Con la promessa di non ammorbare con altri commenti... buona domenica!
[#10]
Psicologo, Psicoterapeuta attivo dal 2010 al 2016
Psicologo, Psicoterapeuta
Con una sola risposta, mi permette di indicarle il motivo per cui non avevo più risposto alla sua pur importante sollecitazione... e forse anche una possibile via d'uscita...
[#11]
dopo
Utente
Utente
Gentili dottori,

è passata una dozzina di giorni dal "fattaccio" di cui sopra, so che in termini "psicologici" sono pochissimi per vedere qualche cambiamento in una situazione anche minima di disagio; torno ad aggiornarvi su com'è andato il periodo. Prevedibilmente, svagandomi un po' le cose sono andate meglio, mi sono sentito comunque un po' sottotono come umore (niente di forte, ma a momenti lieve angoscia, altri lieve ansia... ma anche serenità e tranquillità, in altri) ma le cose sono progressivamente migliorate. Credo di conoscermi e sapere che funziona sempre distrarmi un po', soprattutto perché senza minimizzare, credo appunto che questo mio lato ansioso sia finora sempre stato gestibile "imponendomi" un po' di svago e riposo.

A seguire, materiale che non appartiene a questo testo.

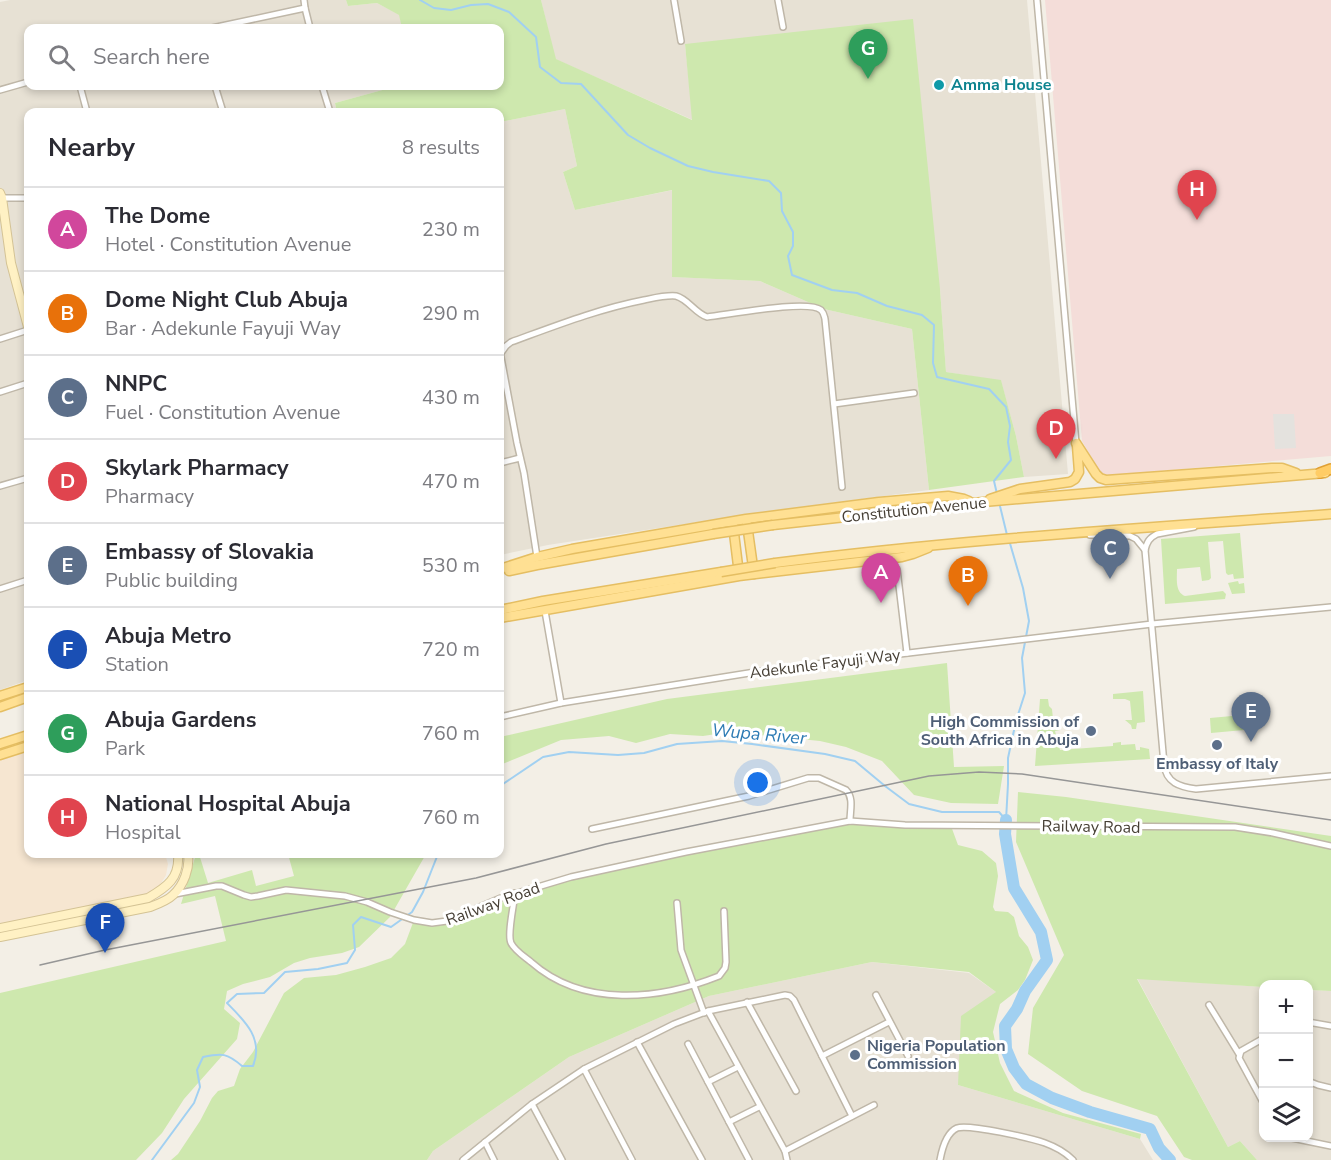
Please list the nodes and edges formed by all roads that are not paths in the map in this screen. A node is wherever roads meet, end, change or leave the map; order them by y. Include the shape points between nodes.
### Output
1 (304, 0) edge
2 (674, 0) edge
3 (778, 0) edge
4 (1037, 0) edge
5 (305, 8) junction
6 (231, 24) edge
7 (309, 24) edge
8 (783, 27) dead end
9 (681, 41) dead end
10 (24, 83) edge
11 (0, 90) edge
12 (81, 90) edge
13 (216, 90) edge
14 (323, 90) edge
15 (86, 108) edge
16 (222, 108) edge
17 (329, 108) edge
18 (1, 195) edge
19 (24, 198) edge
20 (24, 313) edge
21 (24, 330) edge
22 (0, 339) edge
23 (504, 348) edge
24 (504, 373) edge
25 (24, 384) edge
26 (0, 392) edge
27 (915, 393) dead end
28 (834, 404) junction
29 (1076, 442) junction
30 (520, 458) junction
31 (504, 462) edge
32 (1331, 470) edge
33 (1320, 473) joint
34 (1302, 475) junction
35 (24, 479) edge
36 (0, 486) edge
37 (842, 487) dead end
38 (977, 502) junction
39 (1331, 514) edge
40 (746, 519) junction
41 (732, 521) junction
42 (1209, 523) junction
43 (1080, 533) junction
44 (934, 545) junction
45 (1145, 550) junction
46 (537, 557) junction
47 (504, 569) edge
48 (504, 570) edge
49 (867, 571) dead end
50 (754, 574) junction
51 (739, 576) junction
52 (24, 581) edge
53 (0, 589) edge
54 (1331, 607) edge
55 (504, 609) edge
56 (545, 611) junction
57 (504, 617) edge
58 (1152, 624) junction
59 (907, 653) junction
60 (24, 688) edge
61 (0, 696) edge
62 (24, 698) edge
63 (561, 704) junction
64 (0, 706) edge
65 (504, 716) edge
66 (24, 736) edge
67 (0, 744) edge
68 (24, 747) edge
69 (0, 755) edge
70 (1331, 776) edge
71 (850, 821) junction
72 (591, 829) dead end
73 (1331, 846) edge
74 (178, 858) edge
75 (188, 858) edge
76 (515, 894) junction
77 (174, 895) junction
78 (676, 903) dead end
79 (724, 911) dead end
80 (0, 928) edge
81 (0, 937) edge
82 (693, 984) junction
83 (876, 995) dead end
84 (747, 1002) junction
85 (1209, 1005) dead end
86 (706, 1012) junction
87 (889, 1022) junction
88 (1313, 1023) edge
89 (1331, 1026) edge
90 (1259, 1040) edge
91 (638, 1042) junction
92 (688, 1044) dead end
93 (1239, 1054) junction
94 (822, 1056) junction
95 (908, 1056) dead end
96 (738, 1067) junction
97 (584, 1069) junction
98 (708, 1082) junction
99 (1313, 1083) edge
100 (1331, 1088) edge
101 (796, 1091) dead end
102 (1259, 1096) edge
103 (532, 1104) junction
104 (874, 1105) dead end
105 (759, 1107) junction
106 (852, 1116) junction
107 (729, 1122) junction
108 (484, 1142) junction
109 (1313, 1142) edge
110 (1331, 1146) edge
111 (785, 1151) junction
112 (701, 1159) edge
113 (463, 1160) edge
114 (494, 1160) edge
115 (562, 1160) edge
116 (632, 1160) edge
117 (749, 1160) edge
118 (787, 1160) edge
119 (940, 1160) edge
120 (1073, 1160) edge

1 - 5 street
2 - 9 street
3 - 8 street
4 - 29 street
5 - 6 street
5 - 7 street
10 - 11 street
12 - 15 street
13 - 16 street
14 - 17 street
18 - 19 street
18 - 20 street via 11,263
21 - 22 street
23 - 28 street via 563,323 658,297 676,296 707,316 816,308 825,319
24 - 30 street
25 - 26 street
27 - 28 street
28 - 37 street
29 - 34 main road via 1096,474 1106,480 1272,468
29 - 38 main road via 1079,469 1073,481 1012,490
30 - 31 street
30 - 46 street
32 - 33 highway
33 - 34 main road, Constitution Avenue
34 - 38 main road, Constitution Avenue
35 - 36 street
38 - 40 main road via 948,496
38 - 48 main road, Constitution Avenue, bridge via 773,525
39 - 42 main road
40 - 41 main road
40 - 50 main road
41 - 46 main road
41 - 51 main road
42 - 43 main road
42 - 45 street via 1156,534
43 - 44 main road
43 - 45 street via 1130,536
44 - 50 main road via 902,557
44 - 55 main road, bridge via 775,563
45 - 58 street
46 - 47 main road
49 - 59 street via 897,569
50 - 51 main road
51 - 56 main road
52 - 53 street
54 - 58 street, Adekunle Fayuji Way
56 - 57 main road
56 - 63 street
58 - 59 street, Adekunle Fayuji Way
58 - 70 street via 1165,770 1171,780 1196,789
59 - 63 street, Adekunle Fayuji Way via 774,669
60 - 61 main road
62 - 64 main road
63 - 65 street, Adekunle Fayuji Way
66 - 67 main road
68 - 69 main road
71 - 72 street via 849,793 814,777 749,796
71 - 73 street, Railway Road via 905,825 1235,827
71 - 76 street, Railway Road via 674,855
74 - 80 street via 173,878 148,898
75 - 77 street via 188,870
76 - 77 street, Railway Road via 447,921 432,923 345,896 291,890 251,897 216,886
76 - 82 street via 511,943 552,978 593,992 622,995 654,994
77 - 81 street via 150,907
78 - 82 street via 681,950
79 - 82 street via 725,968 719,976
82 - 86 street
83 - 87 street
84 - 86 street
84 - 94 street via 790,996
84 - 101 street
85 - 93 street
86 - 91 street
86 - 96 street
87 - 94 street
87 - 95 street
88 - 89 street
90 - 93 street
91 - 97 street
91 - 112 street
92 - 98 street
93 - 102 street
94 - 106 street
96 - 98 street
96 - 105 street
97 - 103 street
97 - 116 street
98 - 107 street
99 - 100 street
103 - 108 street
103 - 115 street
104 - 106 street
105 - 107 street
105 - 111 street
106 - 111 street
107 - 117 street
108 - 113 street
108 - 114 street
109 - 110 street
111 - 118 street
119 - 120 street via 951,1133 966,1127 1046,1143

Oggi in particolare le cose sembravano andare particolarmente bene, mi sentivo tranquillo e contento, più del solito. Eppure... a ciel sereno, poco fa ho avuto di nuovo quell'impulso di cui sopra, a strozzare il povero gatto. Come l'altra volta, non per ucciderlo, ma solo come...non saprei, come gesto fine a se stesso, come impulso irrazionale. E l'ho fatto, di nuovo, come l'altra volta, per pochissimi secondi, stringendo la mano intorno al suo collo, ovviamente poi sentendomi in colpa (se non altro perché mi chiedo: ma perché 'sto povero gattino? Non potevo avere questi pensieri verso una pianta, che al limite si cambia?).

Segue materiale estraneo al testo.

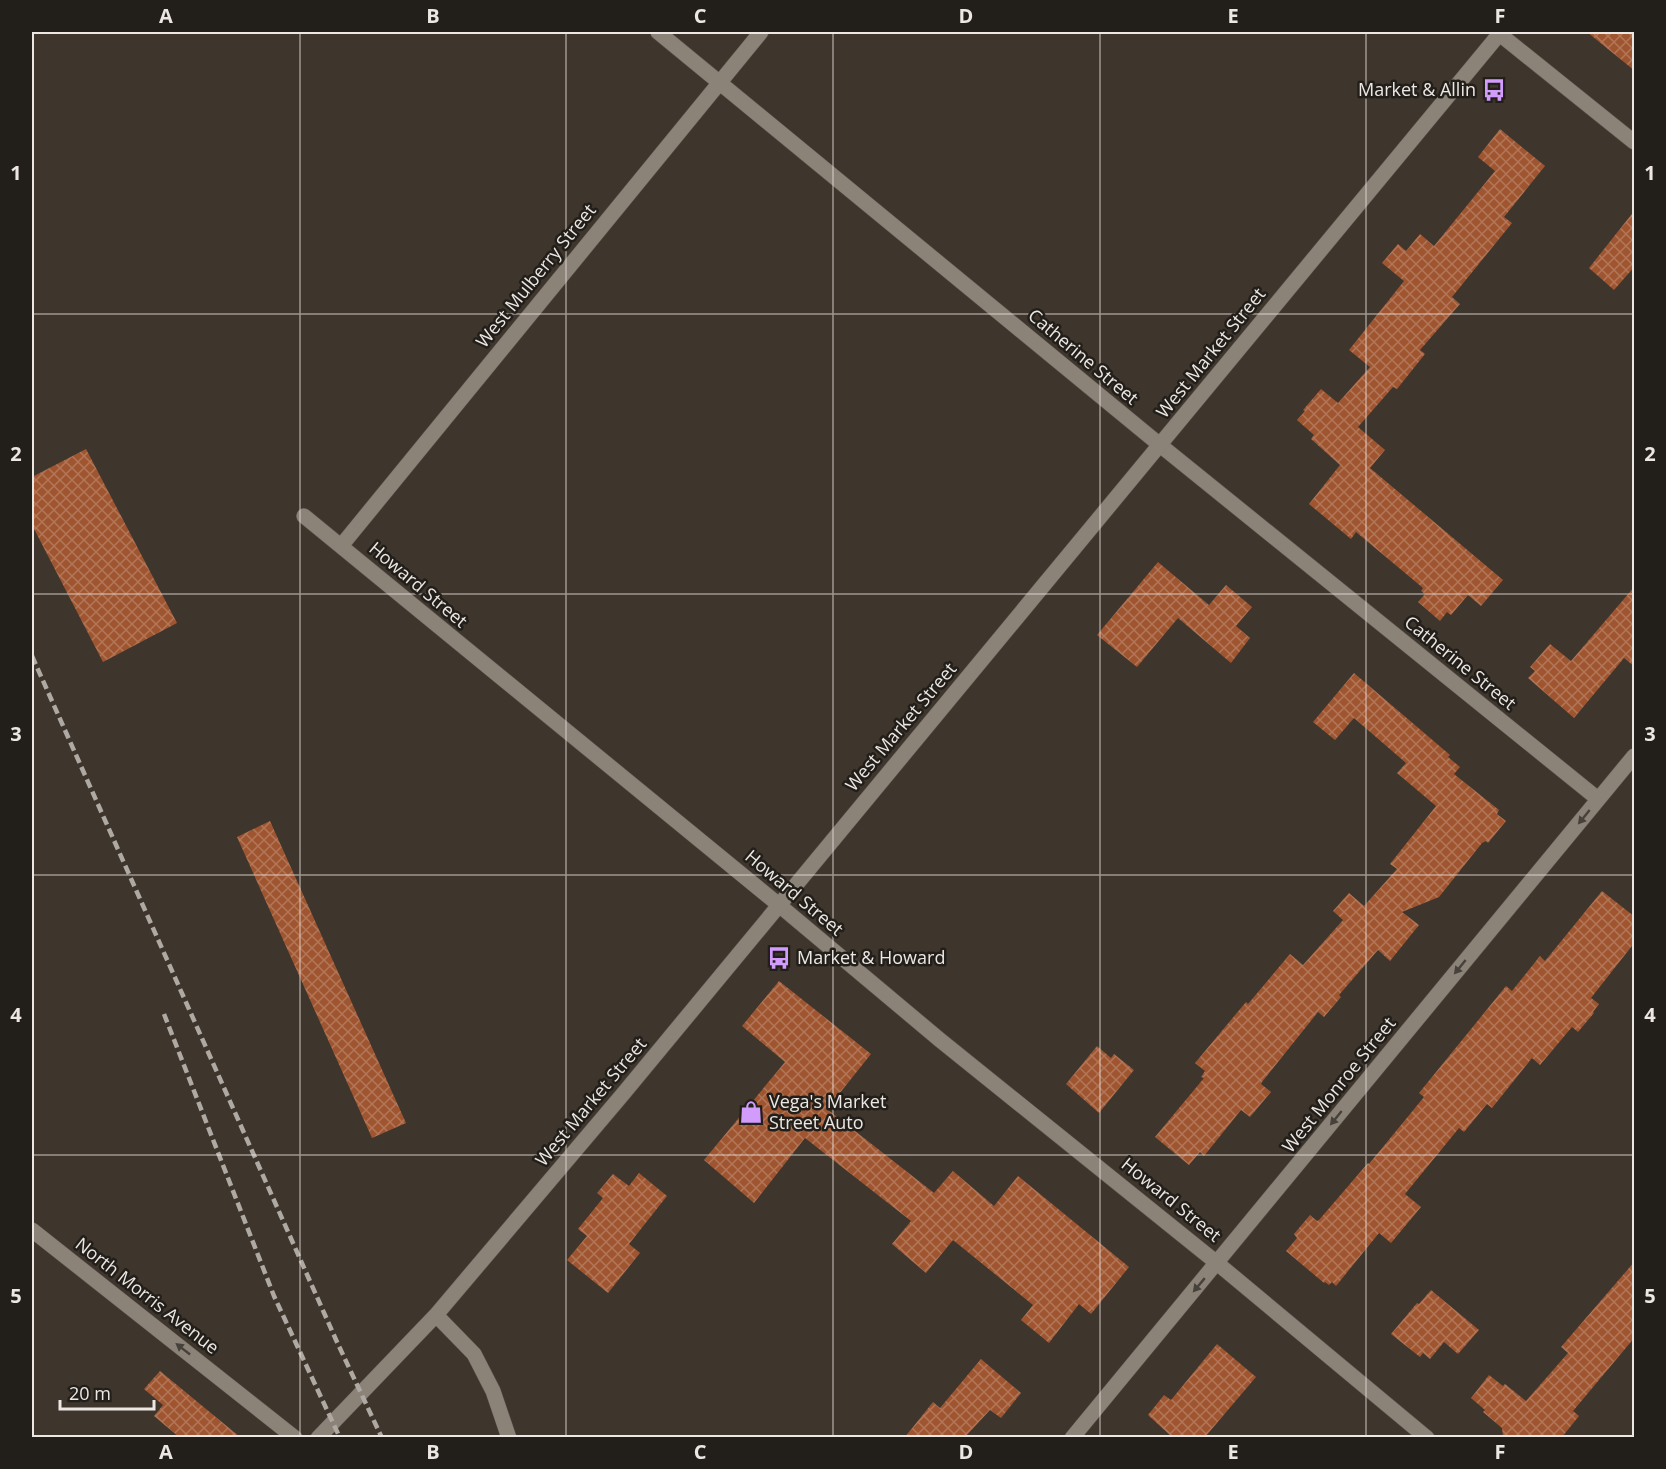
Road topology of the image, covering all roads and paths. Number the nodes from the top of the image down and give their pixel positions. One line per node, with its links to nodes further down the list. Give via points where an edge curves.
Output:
1 (658, 32): 4 (street, Catherine Street)
2 (761, 32): 4 (street, West Mulberry Street)
3 (1499, 32): 5 (street); 6 (street, West Market Street)
4 (719, 82): 6 (street, Catherine Street); 8 (street, West Mulberry Street)
5 (1635, 142)
6 (1160, 446): 10 (street, Catherine Street); 11 (street, West Market Street)
7 (304, 516): 8 (street, Howard Street)
8 (341, 546): 11 (street, Howard Street)
9 (1635, 756): 10 (street, West Monroe Street)
10 (1598, 799): 13 (street, West Monroe Street, one-way to 13)
11 (779, 904): 13 (street, Howard Street, via 940,1040); 14 (street, West Market Street)
12 (32, 1230): 15 (street, North Morris Avenue, one-way to 12)
13 (1217, 1263): 18 (street, West Monroe Street, one-way to 18); 19 (street, Howard Street)
14 (436, 1315): 16 (street, West Market Street); 17 (street, via 474,1354 493,1391)
15 (295, 1437)
16 (318, 1437)
17 (509, 1437)
18 (1072, 1437)
19 (1427, 1437)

Il brutto, o bello, è che capisco benissimo il "meccanismo", so che non mi devo concentrare sul fatto in sé, so che distrarmi e dedicarmi ad altro è la migliore cura per scacciare questo circolo, e so soprattutto che sono solo pensieri che ironicamente io stesso richiamo e mantengo vivi proprio nello sforzo di combatterli, mentre per combatterli davvero devo vederli come trappole da evitare appunto non dandoci peso. Ho tutto chiaro "teoricamente", e infatti non mi sento un mostro né mi sforzo di pensare al fatto, perché so che è peggio ed è negandogli spazio nella mia mente che posso sperare di annichilirlo, per quanto lieve sia (so che ci sono persone che hanno questi impulsi in modo molto forte e quasi costante...). Ho capito che ci vuole forza di volontà, forse più di quella che ci ho messo, e so che passerà il periodo con queste modalità negative di sfogo dello stress che sto vivendo. Eppure... eppure ho ceduto di nuovo al gesto in sè, e questo mi dispiace molto. E mi stupisce che il cedimento sia venuto così a ciel sereno in un giorno particolarmente felice. So che non farò mai del male al micio, ma forse ho preso sottogamba questo impulso?

Perdonate se non ho una domanda precisa... forse voleva essere più uno sfogo e una velata richiesta di conferma/rassicurazione per quello che ho scritto. Di certo questa volta intendo sforzarmi a non farmi prendere da ansia o senso di colpa come l'altra volta!